3 Ways Science and Theology Relate

The first view called compartmentalism. This view teaches that science and theology are completely different areas of knowledge and that they need to stay separate.

A second view is called Biblicism. This view teaches that the only source of reliable knowledge is the Bible. This is usually argued for based on what I mentioned before about the world being broken and man being corrupt. In this view, we have to study the world through the lens of the Bible.

The third view is dual revelationsim. This view teaches that both God’s word and God’s world are consistent and complementary revelations when properly interpreted. These two revelations are also referred to as general and special revelation.

Image result for dual revelationWhen we recognize that both nature and the Bible are revelations from God, then we need to understand that each one should be taken with equal weight. By equal I mean
that we have to recognize that the two revelations are different and that we have to understand each one the best that we can.
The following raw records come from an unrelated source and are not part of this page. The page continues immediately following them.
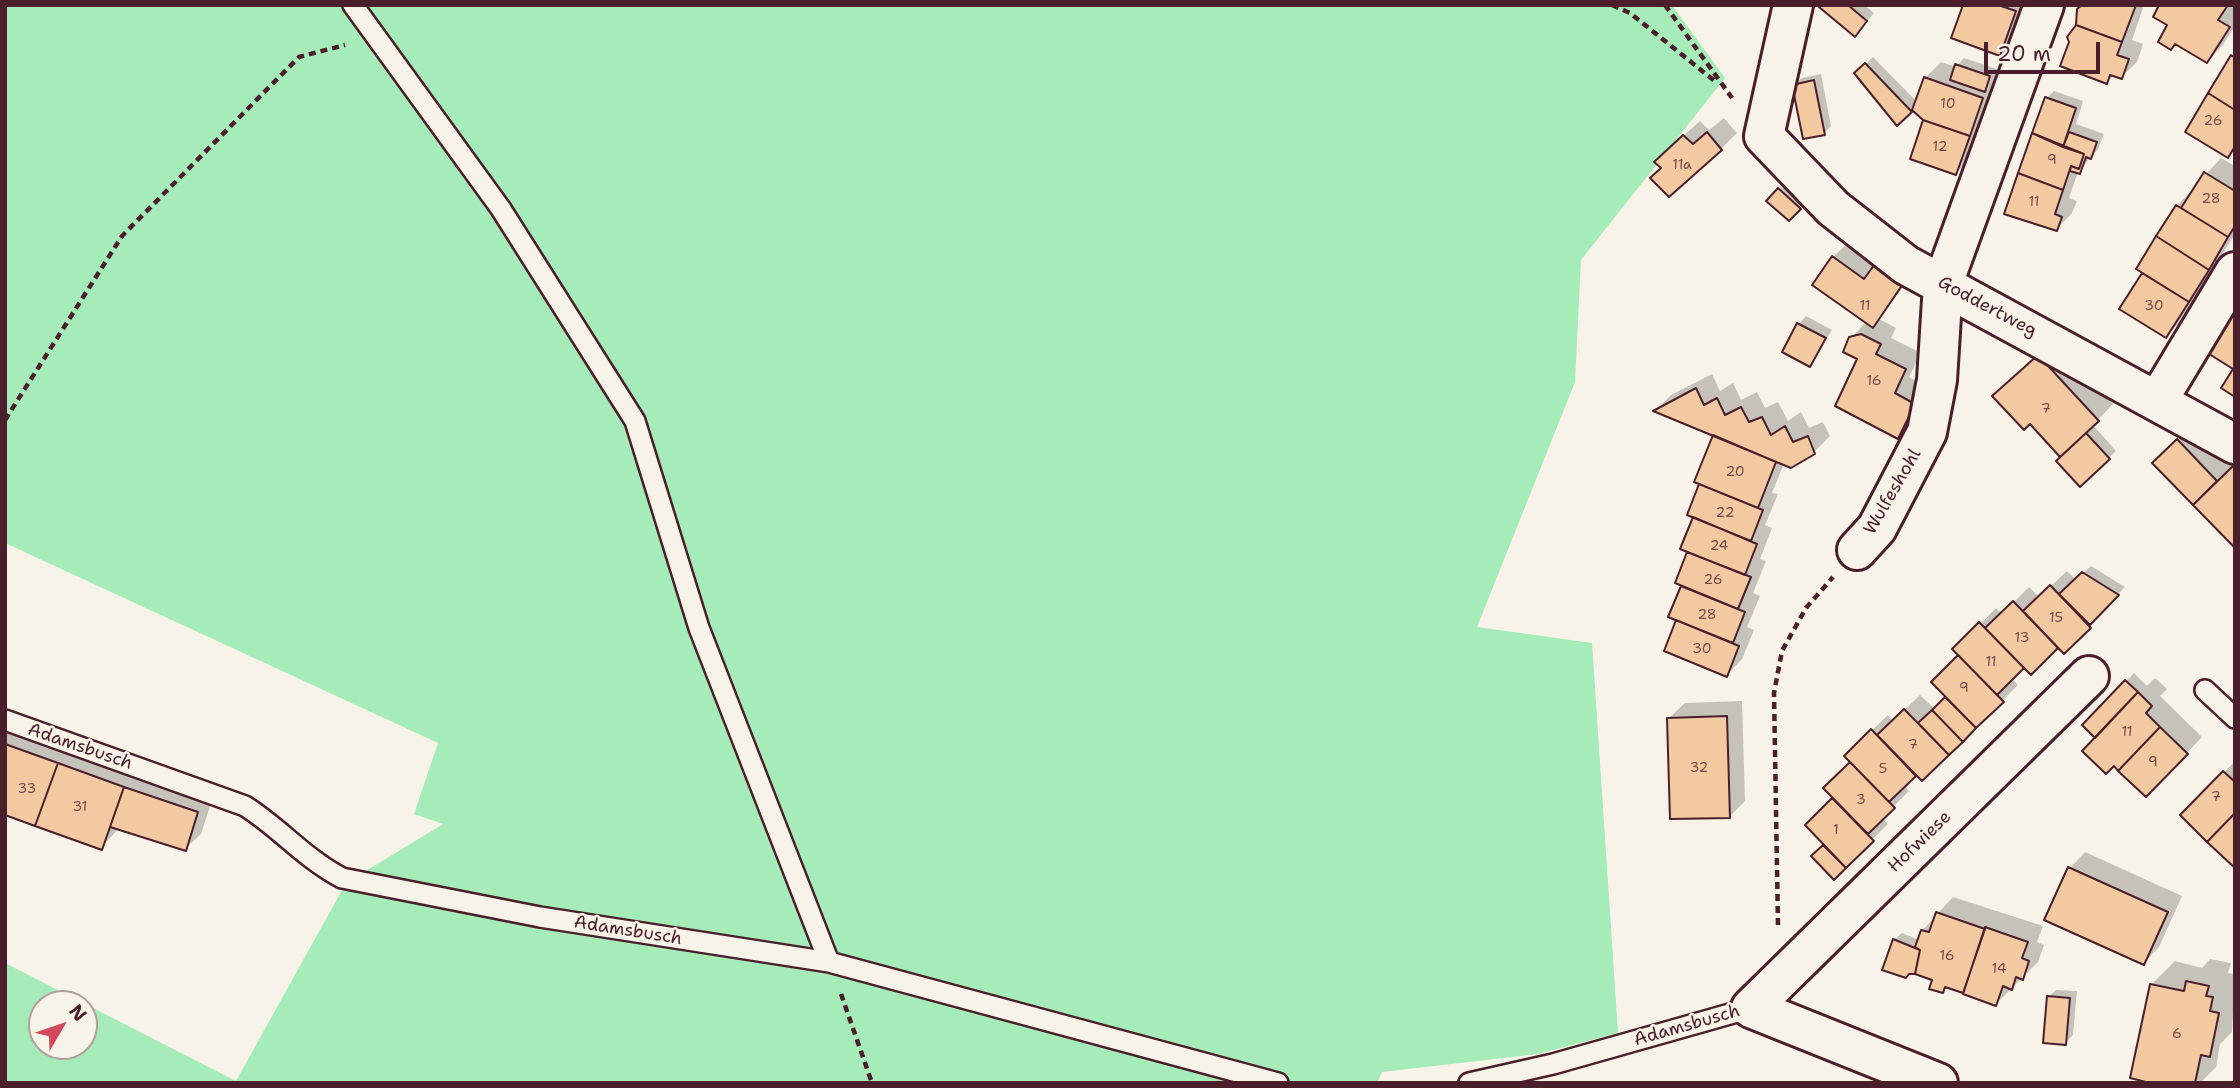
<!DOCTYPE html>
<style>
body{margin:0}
#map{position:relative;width:2240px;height:1088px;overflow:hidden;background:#f7f3e8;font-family:"Shantell Sans",sans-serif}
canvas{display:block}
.frame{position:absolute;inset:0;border:7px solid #4a1f2b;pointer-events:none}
.north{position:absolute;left:28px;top:990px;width:70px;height:70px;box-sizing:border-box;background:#f7f3e8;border:2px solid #b29e9c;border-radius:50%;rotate:51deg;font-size:19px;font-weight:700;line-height:28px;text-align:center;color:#4a1f2b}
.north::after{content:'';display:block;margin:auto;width:24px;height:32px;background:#d1495b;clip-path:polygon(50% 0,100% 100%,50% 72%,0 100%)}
.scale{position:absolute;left:1984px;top:42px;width:116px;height:32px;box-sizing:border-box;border:4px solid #4a1f2b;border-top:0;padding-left:9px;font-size:21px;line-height:24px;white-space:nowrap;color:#4a1f2b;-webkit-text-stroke:5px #f7f3e8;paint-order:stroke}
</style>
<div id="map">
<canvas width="2240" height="1088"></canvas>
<div class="frame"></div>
<div class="north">N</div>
<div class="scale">20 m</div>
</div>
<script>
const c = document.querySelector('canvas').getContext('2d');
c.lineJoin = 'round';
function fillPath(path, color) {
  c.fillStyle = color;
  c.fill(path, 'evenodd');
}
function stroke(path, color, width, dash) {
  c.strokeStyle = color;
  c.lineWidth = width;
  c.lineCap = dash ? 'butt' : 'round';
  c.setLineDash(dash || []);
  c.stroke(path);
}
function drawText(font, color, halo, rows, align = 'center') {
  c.font = font + ' "Shantell Sans",sans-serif';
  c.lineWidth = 5;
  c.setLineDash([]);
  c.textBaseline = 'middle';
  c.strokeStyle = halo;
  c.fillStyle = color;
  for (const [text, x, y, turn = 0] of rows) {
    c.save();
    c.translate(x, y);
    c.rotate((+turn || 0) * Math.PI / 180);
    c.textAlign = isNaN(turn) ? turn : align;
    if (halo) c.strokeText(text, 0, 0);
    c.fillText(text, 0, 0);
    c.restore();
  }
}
const green = new Path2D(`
 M5,5H1672L1725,78L1581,260L1575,382L1477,627L1592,643L1618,1033L1538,1054L1382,1072L1377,1083H5V963L236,1081L346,883L443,824L414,814L438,743L5,543ZM42,1004H84V1046H42Z`);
const shadow = new Path2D(`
 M1823,5H1864L1874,13L1862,27Z
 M1965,5H2027L2015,38L2000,54Z
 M2083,5H2144L2132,40L2143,44L2137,62L2121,77L2114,75L2107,82L2078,22Z
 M2161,5H2235V26L2223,45L2207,61L2170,24Z
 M1873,57L1917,102L1925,78L1941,62L1956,67L1964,58L1997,69L1993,81L1998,82L1971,157L1956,173L1925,119L1913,108L1897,123L1856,74Z
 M1821,74L1831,126L1824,133L1794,85L1802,78Z
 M2054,91L2083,101L2076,124L2104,134L2098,149L2078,172L2069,198L2077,201L2072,213L2057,229L2006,213L2047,98Z
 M1724,118L1737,133L1721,149L1663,167L1672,146L1700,121L1709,130Z
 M2221,158L2235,166V234L2182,320L2166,336L2121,309L2144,273L2177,206Z
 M1787,182L1807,200L1789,219L1769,200Z
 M1849,242L1919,265L1879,319L1896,328L1891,338L1921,353L1909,377L1929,388L1914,421L1898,436L1851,338L1867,321L1833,257Z
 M1806,316L1832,330L1810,365L1799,324Z
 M2054,340L2113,404L2093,425L2116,451L2080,485L2069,446L1995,396Z
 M1712,374L1720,391L1733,383L1741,400L1757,392L1765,408L1778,402L1788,421L1801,412L1809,428L1823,422L1830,436L1814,452L1784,463L1772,493L1778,494L1765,525L1772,528L1760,559L1766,561L1753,593L1760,596L1747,627L1754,630L1742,659L1727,675L1678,619L1670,616L1683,585L1677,582L1689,551L1715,434L1656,410L1671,395Z
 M2193,425L2235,466V545L2155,463Z
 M2091,566L2125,587L2064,652L2058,645L2031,672L2024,665L2011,678L2018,685L2003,700L1922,779L1916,773L1903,785L1909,791L1882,818L1888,824L1834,877L1813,856L1826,844L1807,825L1835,798L1862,740L1888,715L1893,721L1920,695L1935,709L1947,697L1960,655L1955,649L1996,608L2002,614L2029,587L2039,597L2067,571L2076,580Z
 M2134,673L2147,686L2155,678L2167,689L2160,696L2202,737L2162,779L2104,731L2085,725Z
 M1742,701L1745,801L1729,817L1669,718L1685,703Z
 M5,723L213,797L201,834L185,849L119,828L101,848L5,813Z
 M2235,761V865L2183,815Z
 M2085,852L2182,896L2159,947L2144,963L2070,868Z
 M1953,897L2043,926L2037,942L2044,945L2038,962L1996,1004L1947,986L1942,991L1934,979L1894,940L1902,933L1919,940L1922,931Z
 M2210,959L2231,963L2228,973L2235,974L2232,1032L2220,1044L2216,1067L2200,1083H2158L2152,984L2175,961L2202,968Z
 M2056,990L2077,991L2073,1035L2065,1043L2048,997Z`);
const building = new Path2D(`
 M1820,5H1848L1867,21L1855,37L1819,7Z
 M1963,5H1998L2016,11L2000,56L1951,38Z
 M2082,5H2136L2122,42L2076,25L2077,9Z
 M2159,5H2228L2218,20L2230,27L2207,63L2175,44L2171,50L2158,42L2167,25L2153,17Z
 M2076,25L2122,42L2117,55L2129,59L2122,79L2110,75L2107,84L2060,66L2069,42L2067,37Z
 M2231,55L2235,58V110L2208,93Z
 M1865,63L1912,112L1897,126L1854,73Z
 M1955,64L1990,76L1985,92L1950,80Z
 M1924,77L1983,98L1970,136L1923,120L1912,110Z
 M1814,80L1825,135L1803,139L1792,85Z
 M2208,93L2235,110V146L2228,158L2185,132Z
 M2045,97L2076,108L2063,147L2032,133Z
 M1923,120L1970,136L1956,175L1910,159Z
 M1707,132L1722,150L1669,197L1650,178L1661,168L1654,162L1683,135L1693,144Z
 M2069,132L2097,142L2091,159L2086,157L2080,174L2070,171L2071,166L2079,169L2084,154L2063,147Z
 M2032,133L2084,154L2079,169L2071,166L2063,190L2018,173Z
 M2204,172L2235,191V226L2228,237L2181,208Z
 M2018,173L2063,190L2055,214L2062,217L2057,231L2004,214Z
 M1778,188L1801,209L1789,221L1766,201Z
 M2176,205L2228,237L2209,270L2156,236Z
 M2156,236L2209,270L2189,302L2136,269Z
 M1832,256L1864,279L1877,261L1905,281L1873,328L1812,285Z
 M2142,273L2189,302L2166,338L2119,309Z
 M2235,305V397L2221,388L2233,369L2206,352Z
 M1797,323L1826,338L1810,367L1782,352Z
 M1861,334L1881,344L1876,354L1906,369L1895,393L1915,404L1898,439L1835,406L1857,359L1843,352L1849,337Z
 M2038,355L2099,421L2060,457L2030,424L2024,430L1992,396Z
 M1696,388L1704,405L1717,398L1725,415L1741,407L1749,422L1762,417L1771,435L1785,426L1793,442L1808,436L1815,454L1791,468L1653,411Z
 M2086,433L2110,459L2080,487L2056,461Z
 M1713,435L1776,462L1758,508L1694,482Z
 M2177,439L2217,481L2193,505L2152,463Z
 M2233,466L2235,467V548L2193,505Z
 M1699,484L1763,510L1751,541L1687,515Z
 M1693,517L1757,544L1745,575L1680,549Z
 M1687,552L1751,577L1738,609L1675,583Z
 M2082,572L2119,595L2090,625L2059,594Z
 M2050,585L2091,628L2064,654L2023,611Z
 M1681,586L1745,612L1733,643L1668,617Z
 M2013,601L2058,648L2031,675L1985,628Z
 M1676,620L1739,646L1727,677L1664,651Z
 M1979,622L2024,668L1997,695L1952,649Z
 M1958,655L2004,702L1976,728L1931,682Z
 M2125,680L2138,692L2095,738L2082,725Z
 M2138,692L2152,706L2146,713L2160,727L2118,771L2114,766L2106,774L2082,751Z
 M1945,697L1976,728L1963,742L1932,710Z
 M1904,709L1949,755L1922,781L1877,735Z
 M1932,710L1963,742L1949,755L1918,723Z
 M1727,716L1730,818L1670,819L1667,718Z
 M2160,727L2188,754L2146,797L2118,771Z
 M1871,729L1916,776L1889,802L1844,756Z
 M5,744L58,763L35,826L5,815Z
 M1850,762L1895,808L1868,834L1823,788Z
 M58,763L124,787L102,850L35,826Z
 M2223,771L2235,782V813L2207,842L2180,815Z
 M124,787L198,812L186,851L110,827Z
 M1832,798L1874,841L1846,868L1805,825Z
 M2235,813V868L2207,842Z
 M1823,845L1846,868L1834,880L1811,856Z
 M2068,867L2168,912L2144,965L2044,920Z
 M1936,912L1985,929L1963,993L1945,987L1943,993L1929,989L1932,980L1915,974L1920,950L1915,947L1921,930L1929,932Z
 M1985,927L2028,942L2022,958L2029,961L2023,980L2016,977L2012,990L2003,986L1996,1006L1963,994Z
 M1893,939L1920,950L1915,974H1909L1906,978L1882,970Z
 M2186,981L2209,986L2206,996L2213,997L2210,1011L2219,1013L2210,1057L2201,1055L2195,1083H2150L2130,1078L2150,984L2184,991Z
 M2047,996L2070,998L2066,1045L2043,1043Z`);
const path = new Path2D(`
 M1612,5L1630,13L1716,82
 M1665,5L1732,98
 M5,420L122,236L299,57L345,45
 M1778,925L1774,693L1782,651L1806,608L1833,577
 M841,994L872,1083`);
const service = new Path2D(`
 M353,5L501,209L635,421L699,628L829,962
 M2205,690L2235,718
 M5,720L245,806C280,828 305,859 342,878L540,917L829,962L1278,1083
 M1469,1083L1553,1064L1751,1008`);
const minor = new Path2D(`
 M1793,5L1764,136L1833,208L1906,265L2235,444
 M2158,400L2235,272
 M1857,550L1877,528L1927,432L1937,380L1943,284L2044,5
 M1938,1083L1751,1008L2089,676`);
const numberNames = [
 ["10",1948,104],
 ["26",2213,121],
 ["12",1940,147],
 ["9",2052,160],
 ["11a",1682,165],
 ["28",2211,199],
 ["11",2034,202],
 ["11",1865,306],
 ["30",2154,306],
 ["16",1874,381],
 ["7",2046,409],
 ["20",1735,472],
 ["22",1725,513],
 ["24",1719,546],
 ["26",1713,580],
 ["28",1707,615],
 ["15",2056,618],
 ["13",2022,638],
 ["30",1702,649],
 ["11",1991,662],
 ["9",1964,688],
 ["11",2127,732],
 ["7",1913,745],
 ["9",2153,762],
 ["32",1699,768],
 ["5",1883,769],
 ["33",27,789],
 ["7",2216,797],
 ["3",1861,800],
 ["31",80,807],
 ["1",1836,830],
 ["16",1947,956],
 ["14",1999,969],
 ["6",2177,1034]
];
const streetNames = [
 ["Goddertweg",1987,307,28],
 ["Wulfeshohl",1893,492,-60],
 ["Adamsbusch",80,747,19],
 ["Hofwiese",1920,842,-44],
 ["Adamsbusch",628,931,9],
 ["Adamsbusch",1687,1026,-16]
];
fillPath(green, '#a6ecb8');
fillPath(shadow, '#0003');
fillPath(building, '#f2c9a1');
stroke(building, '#4a1f2b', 2);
stroke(service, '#4a1f2b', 24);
stroke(minor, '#4a1f2b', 44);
stroke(path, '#4a1f2b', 4.5, [7, 5]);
stroke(service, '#f7f3e8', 19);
stroke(minor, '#f7f3e8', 38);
drawText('14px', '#744a48', null, numberNames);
drawText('18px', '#4a1f2b', '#f7f3e8', streetNames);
</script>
Both revelations are used to understand God more because they are two different ways that God has revealed himself to us.

There are many things about nature that the Bible doesn’t speak about and there are theological issues that we could never discover in nature. We will never learn that Jesus is the Messiah or the doctrine of sanctification from nature. Also, the Bible doesn’t speak about other planets or scientific discoveries like atoms. God didn’t reveal everything to us in the Bible. Therefore, it is important to understand where each revelations is limited.  So if general revelation gives us insight into special revelation, then it should be considered and inform our interpretation Scripture. The Bible doesn’t tell us a lot about how creation took place. So if we know things from general revelation that align with Scripture, then we should be able to us it to correct our interpretation.

Understand that we are not changing God’s word with general revelation but only our interpretation of God’s word. If fallen man can get correct interpretations of Scripture, then we should be able to get correct interpretations of nature.

Which view do you hold to when it comes to God’s revelations and our interpretations?